Operations¶
How It Works¶
ATL-E runs as a k8s CronJob every 15 minutes. Each run:
- Loads persisted state from
/data/state.json - Polls all repos for open PRs and issues
- Computes PR states via the state machine
- Evaluates notification rules (respecting cooldowns)
- Checks agent online status via GitHub Events API
- Finds
agent-readyissues and assigns to online agents only - Detects completed assignments (closed issues)

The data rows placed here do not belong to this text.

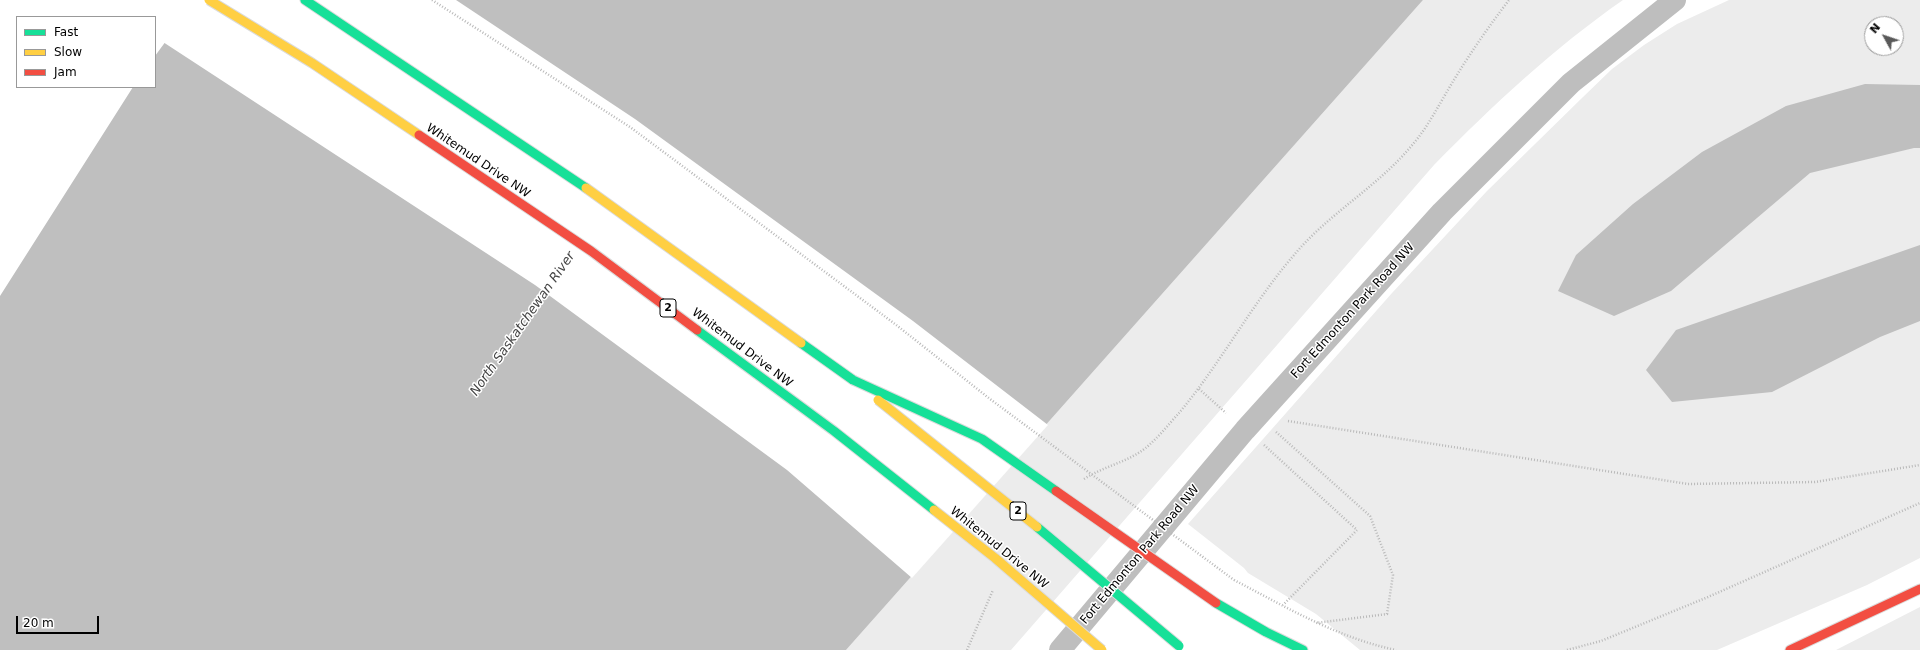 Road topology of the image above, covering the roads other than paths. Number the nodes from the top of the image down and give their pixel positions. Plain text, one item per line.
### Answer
1 (209, 0) edge
2 (306, 0) edge
3 (1675, 0) edge
4 (853, 380) junction
5 (1920, 589) edge
6 (1181, 648) edge
7 (1060, 650) edge
8 (1102, 650) edge
9 (1303, 650) edge
10 (1790, 650) edge

1 - 8 highway, Whitemud Drive NW / 2, bridge
2 - 4 highway, 2
3 - 7 street, Fort Edmonton Park Road NW
4 - 6 highway, 2, bridge
4 - 9 highway, bridge
5 - 10 highway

- Sends Discord notifications
- Saves state
Monitoring¶
# Check CronJob status
kubectl get cronjobs -n atl-agent
# See recent jobs
kubectl get jobs -n atl-agent --sort-by=.metadata.creationTimestamp
# View logs from last run
kubectl logs -n atl-agent job/$(kubectl get jobs -n atl-agent -o jsonpath='{.items[-1].metadata.name}')
# Check state file
kubectl exec -n atl-agent $(kubectl get pods -n atl-agent -o jsonpath='{.items[0].metadata.name}') -- cat /data/state.json
Issue Workflow¶
For the user (Stig-Johnny)¶
- Review issues in the backlog
- Add
agent-readylabel to approve for work - Optionally add
high-priorityfor urgency - ATL-E handles the rest
What ATL-E does¶
- Detects
agent-readyissues - Checks capability labels (
requires-macos,requires-tablez, etc.) - Finds best available agent (by performance score)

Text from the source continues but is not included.